The industry has been employing everything from low-tech reminders about passwords posted in offices to sophisticated data analytics and risk management programs to stay ahead of criminals.

“The threat of cyber security may very well be the biggest threat to the U.S. financial system,” Dimon said in an April letter to shareholders.

It’s among the worst fears of any bank CEO.

 

A lone hacker managed to steal the personal information of more than 100 million Capital One customers, the Virginia-based bank said Monday in a release. Most of what was taken related to customers’ credit-card applications from 2005 to early 2019, including names, addresses, dates of birth and income, the lender said.

 

Bank CEOs including Jamie Dimon have been highlighting the risks of a cyber assault for years.
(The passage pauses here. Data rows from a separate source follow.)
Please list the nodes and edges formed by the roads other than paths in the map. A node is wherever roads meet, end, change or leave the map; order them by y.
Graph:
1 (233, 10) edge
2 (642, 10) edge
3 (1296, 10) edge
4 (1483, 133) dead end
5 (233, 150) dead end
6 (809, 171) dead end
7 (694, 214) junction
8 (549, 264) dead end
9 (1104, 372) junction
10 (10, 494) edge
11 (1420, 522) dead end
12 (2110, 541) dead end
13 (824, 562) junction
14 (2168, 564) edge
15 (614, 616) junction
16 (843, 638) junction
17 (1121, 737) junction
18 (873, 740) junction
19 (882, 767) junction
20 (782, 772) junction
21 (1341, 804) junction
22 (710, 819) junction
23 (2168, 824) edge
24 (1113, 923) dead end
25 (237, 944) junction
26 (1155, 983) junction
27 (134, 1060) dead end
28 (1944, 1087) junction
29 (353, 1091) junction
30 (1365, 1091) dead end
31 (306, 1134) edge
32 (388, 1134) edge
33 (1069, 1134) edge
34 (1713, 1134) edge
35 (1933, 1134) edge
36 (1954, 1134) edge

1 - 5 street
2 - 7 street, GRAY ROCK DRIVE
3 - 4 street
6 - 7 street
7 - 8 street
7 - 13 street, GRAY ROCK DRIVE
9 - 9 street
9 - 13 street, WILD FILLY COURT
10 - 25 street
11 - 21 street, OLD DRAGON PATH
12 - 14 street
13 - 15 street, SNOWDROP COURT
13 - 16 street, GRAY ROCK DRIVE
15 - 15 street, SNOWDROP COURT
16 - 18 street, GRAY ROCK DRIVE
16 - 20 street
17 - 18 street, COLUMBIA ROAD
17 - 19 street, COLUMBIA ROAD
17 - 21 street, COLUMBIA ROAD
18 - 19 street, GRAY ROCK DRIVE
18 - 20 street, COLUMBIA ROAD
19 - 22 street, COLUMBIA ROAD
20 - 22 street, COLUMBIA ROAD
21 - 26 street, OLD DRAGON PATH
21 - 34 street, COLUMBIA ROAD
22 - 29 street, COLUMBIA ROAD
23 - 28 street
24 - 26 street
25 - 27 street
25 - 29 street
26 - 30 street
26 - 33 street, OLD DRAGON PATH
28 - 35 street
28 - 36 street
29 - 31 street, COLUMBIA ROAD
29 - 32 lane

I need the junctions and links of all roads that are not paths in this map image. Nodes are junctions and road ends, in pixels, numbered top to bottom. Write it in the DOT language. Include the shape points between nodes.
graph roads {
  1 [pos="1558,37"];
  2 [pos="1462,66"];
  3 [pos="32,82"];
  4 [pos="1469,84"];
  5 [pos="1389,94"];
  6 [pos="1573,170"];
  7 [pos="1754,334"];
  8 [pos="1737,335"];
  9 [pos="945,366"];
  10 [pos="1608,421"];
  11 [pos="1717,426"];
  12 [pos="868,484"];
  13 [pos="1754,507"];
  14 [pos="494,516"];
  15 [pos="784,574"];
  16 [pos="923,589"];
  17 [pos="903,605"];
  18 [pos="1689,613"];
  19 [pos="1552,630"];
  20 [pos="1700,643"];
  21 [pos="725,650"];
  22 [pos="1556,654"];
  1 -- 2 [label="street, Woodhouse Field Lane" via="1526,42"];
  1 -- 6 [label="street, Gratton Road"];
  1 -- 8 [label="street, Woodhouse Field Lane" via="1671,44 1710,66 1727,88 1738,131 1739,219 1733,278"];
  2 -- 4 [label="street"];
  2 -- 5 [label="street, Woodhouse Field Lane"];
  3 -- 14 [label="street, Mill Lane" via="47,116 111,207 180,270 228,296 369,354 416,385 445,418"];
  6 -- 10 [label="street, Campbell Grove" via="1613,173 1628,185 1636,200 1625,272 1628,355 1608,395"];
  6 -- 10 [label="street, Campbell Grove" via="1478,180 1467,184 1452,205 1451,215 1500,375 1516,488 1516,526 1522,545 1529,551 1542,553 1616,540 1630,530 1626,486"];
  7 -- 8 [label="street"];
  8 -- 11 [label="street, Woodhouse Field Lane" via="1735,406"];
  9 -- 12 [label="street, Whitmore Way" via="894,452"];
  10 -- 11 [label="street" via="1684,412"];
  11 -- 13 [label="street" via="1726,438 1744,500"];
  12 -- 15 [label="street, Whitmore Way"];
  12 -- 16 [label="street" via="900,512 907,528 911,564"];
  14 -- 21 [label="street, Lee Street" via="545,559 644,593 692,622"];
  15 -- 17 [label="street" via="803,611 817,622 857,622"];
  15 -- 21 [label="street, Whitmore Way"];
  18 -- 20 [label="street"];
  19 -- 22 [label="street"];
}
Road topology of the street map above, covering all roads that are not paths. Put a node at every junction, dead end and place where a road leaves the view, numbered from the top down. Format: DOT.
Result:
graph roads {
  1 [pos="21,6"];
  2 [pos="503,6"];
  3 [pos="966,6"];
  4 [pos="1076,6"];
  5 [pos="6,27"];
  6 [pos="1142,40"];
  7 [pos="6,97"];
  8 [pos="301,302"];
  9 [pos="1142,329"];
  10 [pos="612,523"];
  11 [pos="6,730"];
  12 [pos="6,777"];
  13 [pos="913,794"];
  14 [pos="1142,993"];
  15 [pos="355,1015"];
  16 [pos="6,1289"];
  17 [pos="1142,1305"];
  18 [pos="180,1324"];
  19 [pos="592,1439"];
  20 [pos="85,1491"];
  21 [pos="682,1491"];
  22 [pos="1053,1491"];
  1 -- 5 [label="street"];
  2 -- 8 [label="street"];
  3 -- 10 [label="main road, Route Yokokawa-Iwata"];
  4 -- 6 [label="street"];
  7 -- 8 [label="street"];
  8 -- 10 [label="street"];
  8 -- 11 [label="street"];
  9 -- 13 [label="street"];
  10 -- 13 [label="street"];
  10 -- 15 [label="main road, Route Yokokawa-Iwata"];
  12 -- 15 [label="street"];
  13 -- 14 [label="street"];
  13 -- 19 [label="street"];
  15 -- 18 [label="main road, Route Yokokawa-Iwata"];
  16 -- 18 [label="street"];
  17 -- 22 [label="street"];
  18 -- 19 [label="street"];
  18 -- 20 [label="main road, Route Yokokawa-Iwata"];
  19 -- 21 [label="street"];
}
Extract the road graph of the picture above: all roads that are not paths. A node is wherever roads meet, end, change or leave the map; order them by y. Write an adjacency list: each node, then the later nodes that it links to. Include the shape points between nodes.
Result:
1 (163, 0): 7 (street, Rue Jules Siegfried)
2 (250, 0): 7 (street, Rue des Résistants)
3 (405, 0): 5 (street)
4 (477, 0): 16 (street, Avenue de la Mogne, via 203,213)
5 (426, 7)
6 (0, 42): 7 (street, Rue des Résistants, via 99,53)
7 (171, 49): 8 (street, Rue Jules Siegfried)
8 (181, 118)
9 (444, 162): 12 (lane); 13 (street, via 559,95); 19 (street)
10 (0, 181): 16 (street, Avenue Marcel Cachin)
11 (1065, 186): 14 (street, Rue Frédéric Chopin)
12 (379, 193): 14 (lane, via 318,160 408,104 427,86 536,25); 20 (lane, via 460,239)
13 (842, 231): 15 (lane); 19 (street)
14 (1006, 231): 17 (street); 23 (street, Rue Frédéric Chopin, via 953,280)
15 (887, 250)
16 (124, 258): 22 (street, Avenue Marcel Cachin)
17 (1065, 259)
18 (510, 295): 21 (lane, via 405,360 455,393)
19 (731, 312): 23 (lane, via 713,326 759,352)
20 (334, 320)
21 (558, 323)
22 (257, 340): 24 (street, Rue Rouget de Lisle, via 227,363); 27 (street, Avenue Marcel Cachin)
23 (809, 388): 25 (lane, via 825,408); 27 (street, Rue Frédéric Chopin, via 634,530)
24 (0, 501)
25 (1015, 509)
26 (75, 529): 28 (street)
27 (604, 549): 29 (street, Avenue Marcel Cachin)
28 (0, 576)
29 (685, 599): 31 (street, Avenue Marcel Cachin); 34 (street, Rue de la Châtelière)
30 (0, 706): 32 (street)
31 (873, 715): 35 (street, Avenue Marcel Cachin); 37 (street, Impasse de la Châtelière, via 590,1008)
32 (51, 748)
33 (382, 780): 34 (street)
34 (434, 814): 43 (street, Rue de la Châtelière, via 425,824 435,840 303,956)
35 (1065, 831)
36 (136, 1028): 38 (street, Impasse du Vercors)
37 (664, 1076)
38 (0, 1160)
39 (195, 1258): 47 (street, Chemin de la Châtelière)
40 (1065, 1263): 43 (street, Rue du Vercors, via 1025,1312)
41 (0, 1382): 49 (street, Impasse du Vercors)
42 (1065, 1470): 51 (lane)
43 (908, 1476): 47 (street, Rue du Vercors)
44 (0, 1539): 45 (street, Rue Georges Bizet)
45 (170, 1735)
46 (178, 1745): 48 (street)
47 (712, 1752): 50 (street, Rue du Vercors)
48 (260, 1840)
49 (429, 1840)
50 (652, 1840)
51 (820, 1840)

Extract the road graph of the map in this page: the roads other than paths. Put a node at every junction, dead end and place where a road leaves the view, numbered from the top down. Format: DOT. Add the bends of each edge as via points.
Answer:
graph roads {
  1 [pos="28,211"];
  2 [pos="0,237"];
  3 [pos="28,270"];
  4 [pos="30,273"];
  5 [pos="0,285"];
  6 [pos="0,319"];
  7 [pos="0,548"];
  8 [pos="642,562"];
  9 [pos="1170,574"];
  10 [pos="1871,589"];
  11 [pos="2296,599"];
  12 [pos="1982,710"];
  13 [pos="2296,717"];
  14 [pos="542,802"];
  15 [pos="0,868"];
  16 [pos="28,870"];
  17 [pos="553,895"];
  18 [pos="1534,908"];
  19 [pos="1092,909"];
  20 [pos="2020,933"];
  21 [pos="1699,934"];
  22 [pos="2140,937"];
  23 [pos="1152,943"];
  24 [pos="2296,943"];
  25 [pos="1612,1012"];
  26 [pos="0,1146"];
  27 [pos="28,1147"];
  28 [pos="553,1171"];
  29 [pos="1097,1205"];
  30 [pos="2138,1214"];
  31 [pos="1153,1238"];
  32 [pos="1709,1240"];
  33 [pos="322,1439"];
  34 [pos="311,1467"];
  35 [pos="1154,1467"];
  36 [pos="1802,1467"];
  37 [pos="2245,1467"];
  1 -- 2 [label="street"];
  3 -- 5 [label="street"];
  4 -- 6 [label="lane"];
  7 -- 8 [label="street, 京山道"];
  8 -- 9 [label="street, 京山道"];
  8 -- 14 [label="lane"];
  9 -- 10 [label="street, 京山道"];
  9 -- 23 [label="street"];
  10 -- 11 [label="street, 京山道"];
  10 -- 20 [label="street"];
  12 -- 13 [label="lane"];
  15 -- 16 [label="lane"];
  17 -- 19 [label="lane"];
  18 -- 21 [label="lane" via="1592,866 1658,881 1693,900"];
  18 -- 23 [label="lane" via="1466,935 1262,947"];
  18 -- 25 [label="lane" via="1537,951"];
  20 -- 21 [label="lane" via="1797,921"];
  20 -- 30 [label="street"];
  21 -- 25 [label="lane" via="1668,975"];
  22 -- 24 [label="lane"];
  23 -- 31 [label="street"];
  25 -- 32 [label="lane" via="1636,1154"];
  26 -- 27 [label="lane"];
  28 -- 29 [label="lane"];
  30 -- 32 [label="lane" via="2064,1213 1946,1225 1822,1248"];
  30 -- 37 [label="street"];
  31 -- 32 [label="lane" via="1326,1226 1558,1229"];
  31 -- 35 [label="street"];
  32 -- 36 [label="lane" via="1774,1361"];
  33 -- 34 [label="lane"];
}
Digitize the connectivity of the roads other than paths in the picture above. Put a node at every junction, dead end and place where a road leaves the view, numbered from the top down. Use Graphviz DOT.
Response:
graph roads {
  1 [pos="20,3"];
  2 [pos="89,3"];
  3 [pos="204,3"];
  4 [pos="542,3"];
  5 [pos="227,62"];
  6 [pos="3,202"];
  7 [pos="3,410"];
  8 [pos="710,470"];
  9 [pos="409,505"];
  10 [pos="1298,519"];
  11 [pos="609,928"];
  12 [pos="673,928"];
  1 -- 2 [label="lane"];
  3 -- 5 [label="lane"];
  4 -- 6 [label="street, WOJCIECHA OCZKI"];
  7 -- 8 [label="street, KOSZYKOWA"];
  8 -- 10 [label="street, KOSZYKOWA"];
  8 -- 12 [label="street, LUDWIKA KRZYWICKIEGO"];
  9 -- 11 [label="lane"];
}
Amid a steady stream of high-profile hacks, including a 2014 breach at J.P. Morgan, the industry is engaged in a cybersecurity arms race, spending ever-increasing amounts on personnel and technology projects to throw up barriers against a growing array of bad actors.

 

While banks have been in cost-cutting mode since the financial crisis, security budgets have exploded, in part because of the ubiquitous nature of the risks. In 2015, Bank of America CEO Brian Moynihan said that cyber defense was “the only place in the company that doesn’t have a budget constraint. ”

 

At just the two biggest U.S. banks — J.P. Morgan Chase and Bank of America — security budgets have swollen to a combined $1.4 billion a year. Overall, the industry spends an average of $2,300 per employee annually on cyber defense, according to a Deloitte survey released in May.

 

“The threat of cyber security may very well be the biggest threat to the U.S. financial system,” Dimon said in an April letter to shareholders. “The financial system is interconnected, and adversaries are smart and relentless — so we must continue to be vigilant.”

Chase’s breach

 

Dimon knows this from personal experience: In October 2014, his bank said that hackers exploited an employee password to pull off one of the largest reported cyber attacks on a major financial institution, exposing data on 76 million households.

 

As a general rule, the industry has been loathe to give specifics about cyber defenses out of fear that it will give bad actors a blueprint to launch fresh attacks. But it’s been employing everything from low-tech reminders about passwords posted in offices to sophisticated data analytics and risk management programs to stay ahead of criminals.

 

On a 2016 visit to a J.P. Morgan office for technology workers in Delaware, much of the lobby was taken up with 8-foot tall billboards reminding staff to comply with the firm’s code of conduct to protect customer data. “The risks to the firm are very real, as are the consequences of non-compliance,” the bank warned employees.

Sharing secrets is key

 

Banks have also been pushing for greater cooperation between the private industry and government agencies including the FBI. That has included the National Cyber-Forensics and Training Alliance, a non-profit focused on detecting and neutralizing cyber threats.

 

“The most important role government has is to mandate that sharing to occur,” Cathy Bessant, chief operations and technology officer at Bank of America, said in an October interview. “There is no competitive advantage to secrets in this space, especially regarding risk, and sharing is the key to prevention and detection.”

 

The Capital One hack highlights the risks banks face from software firms they rely on to keep pace with customers’ expectations.

 

The breach is allegedly the work of Paige A. Thompson, an ex-employee of Amazon Web Services. She is accused of infiltrating the bank’s firewall to get customer information being stored on the servers of Amazon, the biggest cloud provider. Banks have been shifting more of their computing and storage to the cloud to cut costs and increase the speed in which they can introduce the latest apps.

 

“AWS was not compromised in any way and functioned as designed,” an Amazon Web Services spokesperson said in a statement to CNBC. “This type of vulnerability is not specific to the cloud.”

 

“Capital One is one of the most ‘cloud forward’ financial companies in the world,” said Tom Kellermann, chief cybersecurity officer at software firm Carbon Black. “They should be partnering with solution providers who are intimately aware of how to keep the cloud secure.”